The Student Room Group

Does the school owe a duty of care to pupils (law of tort)

Jack has failed his A Levels and his job offerat a local accountant’s firm has been withdrawn. He can show that his main reason he failed was because the school had not followed the correct syllabus.Should Jack be able to get compensation from his school?

My lecturer said no he would not be able to sue his school because the school does not owe pupils a duty of care... Is this right?

I read someone that schools DO owe a duty of care towards their students so now I'm confused...
I know that there's a duty of care between schools and students in terms of making sure they're "unharmed" between school hours; schools are legally responsible for your safety whilst you're there. I'm not so sure that we could apply the duty of care rule to this circumstance. Yes, this is obviously a mistake on the school's behalf, but I wouldn't say that it quite satisfies violating duty of care.
Reply 2
Original post by GetOverHere
I know that there's a duty of care between schools and students in terms of making sure they're "unharmed" between school hours; schools are legally responsible for your safety whilst you're there. I'm not so sure that we could apply the duty of care rule to this circumstance. Yes, this is obviously a mistake on the school's behalf, but I wouldn't say that it quite satisfies violating duty of care.

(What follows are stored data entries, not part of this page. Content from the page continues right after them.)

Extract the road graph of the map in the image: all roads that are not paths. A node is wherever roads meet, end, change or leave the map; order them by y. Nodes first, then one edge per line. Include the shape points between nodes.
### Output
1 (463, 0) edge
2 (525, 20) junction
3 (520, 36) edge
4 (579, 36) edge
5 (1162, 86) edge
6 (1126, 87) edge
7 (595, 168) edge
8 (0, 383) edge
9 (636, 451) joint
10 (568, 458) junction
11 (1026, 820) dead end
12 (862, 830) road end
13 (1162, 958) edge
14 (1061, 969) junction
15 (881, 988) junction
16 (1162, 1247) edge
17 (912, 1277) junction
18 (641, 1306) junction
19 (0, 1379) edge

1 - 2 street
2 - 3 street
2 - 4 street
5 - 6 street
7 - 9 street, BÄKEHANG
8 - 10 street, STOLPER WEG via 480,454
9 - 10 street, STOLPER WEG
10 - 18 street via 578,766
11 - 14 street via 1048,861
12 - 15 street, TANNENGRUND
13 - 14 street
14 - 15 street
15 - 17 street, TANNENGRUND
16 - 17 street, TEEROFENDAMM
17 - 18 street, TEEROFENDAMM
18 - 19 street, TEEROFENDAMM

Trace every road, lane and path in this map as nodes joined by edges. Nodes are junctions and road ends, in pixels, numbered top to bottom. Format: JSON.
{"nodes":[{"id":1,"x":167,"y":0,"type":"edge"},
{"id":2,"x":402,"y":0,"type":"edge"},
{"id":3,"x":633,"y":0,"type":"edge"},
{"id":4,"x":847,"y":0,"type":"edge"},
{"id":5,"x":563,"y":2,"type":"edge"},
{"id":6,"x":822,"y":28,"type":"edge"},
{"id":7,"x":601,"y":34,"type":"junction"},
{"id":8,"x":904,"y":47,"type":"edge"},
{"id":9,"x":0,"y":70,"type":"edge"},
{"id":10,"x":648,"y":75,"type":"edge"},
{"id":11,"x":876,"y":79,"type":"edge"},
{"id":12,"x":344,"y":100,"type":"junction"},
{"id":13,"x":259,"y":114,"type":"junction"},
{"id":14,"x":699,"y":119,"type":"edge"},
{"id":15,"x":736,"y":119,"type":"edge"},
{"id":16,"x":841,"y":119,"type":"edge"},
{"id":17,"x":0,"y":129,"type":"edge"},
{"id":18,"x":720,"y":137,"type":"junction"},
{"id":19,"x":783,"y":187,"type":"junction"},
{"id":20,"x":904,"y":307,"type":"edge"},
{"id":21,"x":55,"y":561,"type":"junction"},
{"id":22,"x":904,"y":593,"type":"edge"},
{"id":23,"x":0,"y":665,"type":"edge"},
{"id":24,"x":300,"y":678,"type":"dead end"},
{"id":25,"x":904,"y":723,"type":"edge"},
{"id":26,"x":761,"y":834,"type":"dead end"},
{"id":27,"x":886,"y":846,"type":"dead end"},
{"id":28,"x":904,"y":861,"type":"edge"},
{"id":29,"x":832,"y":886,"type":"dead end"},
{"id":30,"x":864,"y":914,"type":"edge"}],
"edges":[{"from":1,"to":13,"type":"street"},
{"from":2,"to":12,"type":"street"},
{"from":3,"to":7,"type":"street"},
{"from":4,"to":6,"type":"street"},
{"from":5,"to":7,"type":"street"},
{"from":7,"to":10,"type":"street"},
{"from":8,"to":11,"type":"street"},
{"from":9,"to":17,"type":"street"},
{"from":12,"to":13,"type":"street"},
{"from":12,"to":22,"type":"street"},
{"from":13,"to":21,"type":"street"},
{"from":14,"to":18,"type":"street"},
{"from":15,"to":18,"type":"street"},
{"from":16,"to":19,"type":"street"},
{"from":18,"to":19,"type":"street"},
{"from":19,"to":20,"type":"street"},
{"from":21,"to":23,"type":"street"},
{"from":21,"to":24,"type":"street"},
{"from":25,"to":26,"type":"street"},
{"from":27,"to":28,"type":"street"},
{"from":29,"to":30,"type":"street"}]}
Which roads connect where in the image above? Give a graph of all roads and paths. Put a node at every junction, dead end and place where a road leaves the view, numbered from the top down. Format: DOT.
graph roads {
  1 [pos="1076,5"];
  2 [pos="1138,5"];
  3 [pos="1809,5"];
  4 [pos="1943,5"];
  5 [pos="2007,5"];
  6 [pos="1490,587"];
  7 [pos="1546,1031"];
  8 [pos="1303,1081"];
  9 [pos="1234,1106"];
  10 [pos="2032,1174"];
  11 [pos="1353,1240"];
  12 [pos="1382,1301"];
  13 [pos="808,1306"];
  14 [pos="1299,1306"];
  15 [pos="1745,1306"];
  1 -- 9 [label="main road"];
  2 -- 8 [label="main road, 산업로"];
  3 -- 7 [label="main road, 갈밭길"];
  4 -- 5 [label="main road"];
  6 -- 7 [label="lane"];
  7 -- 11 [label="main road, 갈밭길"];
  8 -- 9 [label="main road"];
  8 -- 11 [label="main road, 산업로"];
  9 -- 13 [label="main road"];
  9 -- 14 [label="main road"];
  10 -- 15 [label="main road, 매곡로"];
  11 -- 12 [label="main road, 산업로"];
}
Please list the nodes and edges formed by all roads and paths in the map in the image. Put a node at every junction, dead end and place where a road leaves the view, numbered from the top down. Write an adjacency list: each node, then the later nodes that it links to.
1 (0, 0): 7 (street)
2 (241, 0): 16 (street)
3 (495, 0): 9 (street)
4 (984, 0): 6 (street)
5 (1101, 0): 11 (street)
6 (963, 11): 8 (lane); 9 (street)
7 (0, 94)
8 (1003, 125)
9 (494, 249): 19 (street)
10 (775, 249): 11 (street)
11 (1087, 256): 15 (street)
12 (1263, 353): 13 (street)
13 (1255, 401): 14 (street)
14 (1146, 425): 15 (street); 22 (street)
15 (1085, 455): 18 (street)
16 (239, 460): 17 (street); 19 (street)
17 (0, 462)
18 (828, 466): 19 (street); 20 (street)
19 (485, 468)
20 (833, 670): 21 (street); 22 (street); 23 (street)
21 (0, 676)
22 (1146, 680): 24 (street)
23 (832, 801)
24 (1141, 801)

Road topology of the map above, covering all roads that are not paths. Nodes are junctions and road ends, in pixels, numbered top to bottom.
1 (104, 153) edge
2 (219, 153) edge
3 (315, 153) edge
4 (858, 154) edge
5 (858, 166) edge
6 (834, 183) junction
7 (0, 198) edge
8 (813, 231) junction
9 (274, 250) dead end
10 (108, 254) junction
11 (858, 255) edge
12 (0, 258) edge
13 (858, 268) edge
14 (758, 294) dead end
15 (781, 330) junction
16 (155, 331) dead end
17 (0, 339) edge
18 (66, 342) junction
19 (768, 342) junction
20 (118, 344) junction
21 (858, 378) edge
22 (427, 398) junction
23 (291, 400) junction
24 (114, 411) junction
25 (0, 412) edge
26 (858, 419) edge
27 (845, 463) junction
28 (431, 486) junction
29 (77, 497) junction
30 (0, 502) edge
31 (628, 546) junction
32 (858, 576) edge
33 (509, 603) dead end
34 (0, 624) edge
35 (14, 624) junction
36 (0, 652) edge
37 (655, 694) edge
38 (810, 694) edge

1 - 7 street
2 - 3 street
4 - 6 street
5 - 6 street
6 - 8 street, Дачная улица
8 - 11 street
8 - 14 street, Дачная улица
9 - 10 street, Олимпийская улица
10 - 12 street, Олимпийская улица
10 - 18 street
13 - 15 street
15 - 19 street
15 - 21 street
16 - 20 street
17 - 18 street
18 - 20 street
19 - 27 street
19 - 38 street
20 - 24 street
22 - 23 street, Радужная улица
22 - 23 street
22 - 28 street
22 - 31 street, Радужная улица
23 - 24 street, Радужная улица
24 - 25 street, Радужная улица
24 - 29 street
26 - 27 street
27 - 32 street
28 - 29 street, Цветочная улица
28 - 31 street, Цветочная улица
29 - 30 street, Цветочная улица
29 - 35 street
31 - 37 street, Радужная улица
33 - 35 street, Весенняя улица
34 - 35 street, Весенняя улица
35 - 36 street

Thanks, so the duty of care rule is there to ensure the students aren't hurt but the teacher can teach them wrong things without consequences?
Original post by p3ssimist
Thanks, so the duty of care rule is there to ensure the students aren't hurt but the teacher can teach them wrong things without consequences?


As far as I know, yes. I'm probably wrong though.
Reply 4
The duty of care as applied to school hours is written in Statute, you can look it up.
Your comment 'but the teacher can teach them wrong things without consequences' is not so, you could argue for example that if a teacher directed one child to hit another or taught for example religious intolerance in breach of the law (and leading to some trauma for the pupils) that that might be without regard for duty of care.
When your lecturer said that the school does not have a duty of care, is it possible that he may have only meant this in the context of your original question about following the correct syllabus? If so you need to ask your lecturer to clarify this and to ask why. Ask if there is precedence.